▶ **Task material**:
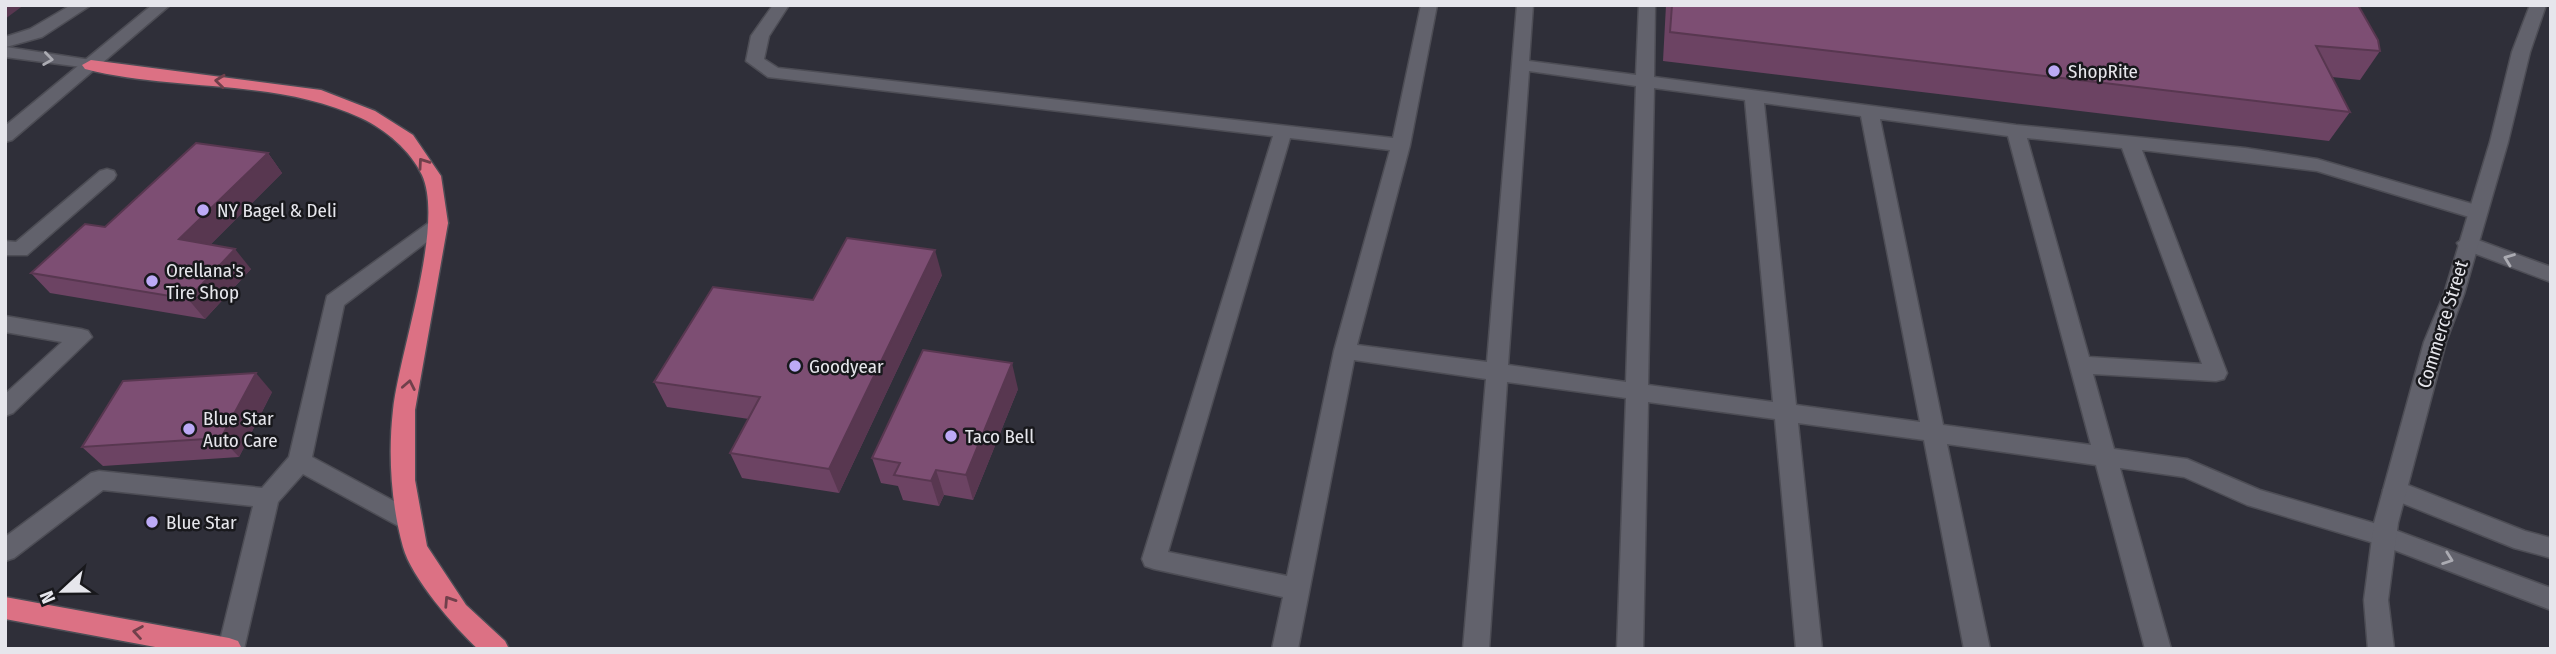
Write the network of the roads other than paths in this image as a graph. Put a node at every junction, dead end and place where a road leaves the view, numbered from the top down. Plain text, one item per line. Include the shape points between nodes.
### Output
1 (83, 5) edge
2 (162, 5) edge
3 (781, 5) edge
4 (1429, 5) edge
5 (1525, 5) edge
6 (1647, 5) edge
7 (2538, 5) edge
8 (5, 42) edge
9 (5, 52) edge
10 (91, 65) junction
11 (1522, 65) junction
12 (1643, 81) junction
13 (1754, 96) junction
14 (1869, 111) junction
15 (2016, 131) junction
16 (1283, 132) junction
17 (5, 136) edge
18 (2130, 143) junction
19 (1401, 145) junction
20 (107, 175) dead end
21 (2476, 212) junction
22 (438, 223) junction
23 (2467, 243) junction
24 (10, 253) edge
25 (2551, 275) edge
26 (5, 324) edge
27 (1345, 351) junction
28 (2082, 365) junction
29 (1498, 373) junction
30 (1636, 391) junction
31 (5, 407) edge
32 (1786, 411) junction
33 (1934, 431) junction
34 (2106, 454) junction
35 (300, 461) junction
36 (2395, 490) junction
37 (267, 498) junction
38 (410, 521) junction
39 (2384, 536) junction
40 (2551, 548) edge
41 (5, 551) edge
42 (1297, 589) junction
43 (2551, 599) edge
44 (5, 608) edge
45 (230, 649) edge
46 (496, 649) edge
47 (1285, 649) edge
48 (1476, 649) edge
49 (1630, 649) edge
50 (1809, 649) edge
51 (1977, 649) edge
52 (2158, 649) edge
53 (2381, 649) edge

1 - 8 street via 36,33
2 - 10 street
3 - 16 street via 760,36 755,61 774,73
4 - 19 street
5 - 11 street
6 - 12 street
7 - 21 street, Commerce Street
9 -> 10 street
10 - 17 street
22 -> 10 highway via 432,176 407,139 369,115 294,91
11 - 12 street
11 - 29 street
12 - 13 street
12 - 30 street
13 - 14 street
13 - 32 street
14 - 15 street
14 - 33 street
15 - 18 street
15 - 28 street
16 - 19 street
16 - 42 street via 1154,559
18 - 21 street via 2317,165
18 - 28 street via 2216,373
19 - 27 street
20 - 24 street
21 - 23 street, Commerce Street
22 - 35 street via 334,301
38 -> 22 highway via 403,480 404,410
25 -> 23 street
23 - 36 street, Commerce Street
26 - 31 street via 81,337
27 - 29 street
27 - 42 street
28 - 34 street
29 - 30 street
29 - 48 street
30 - 32 street
30 - 49 street
32 - 33 street
32 - 50 street
33 - 34 street
33 - 51 street
34 - 39 street via 2187,468 2255,498
34 - 52 street
35 - 37 street
35 - 38 street
36 - 39 street, Commerce Street
36 - 40 street via 2522,541
37 - 41 street via 99,480
37 - 45 street
46 -> 38 highway via 457,613 415,549
39 -> 43 street
39 - 53 street, Commerce Street via 2376,600
42 - 47 street
45 -> 44 highway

▶ **Problem**: The word to find is "highway". Copy every line of the data that holds it.

▶ **Output for this task**:
22 -> 10 highway via 432,176 407,139 369,115 294,91
38 -> 22 highway via 403,480 404,410
46 -> 38 highway via 457,613 415,549
45 -> 44 highway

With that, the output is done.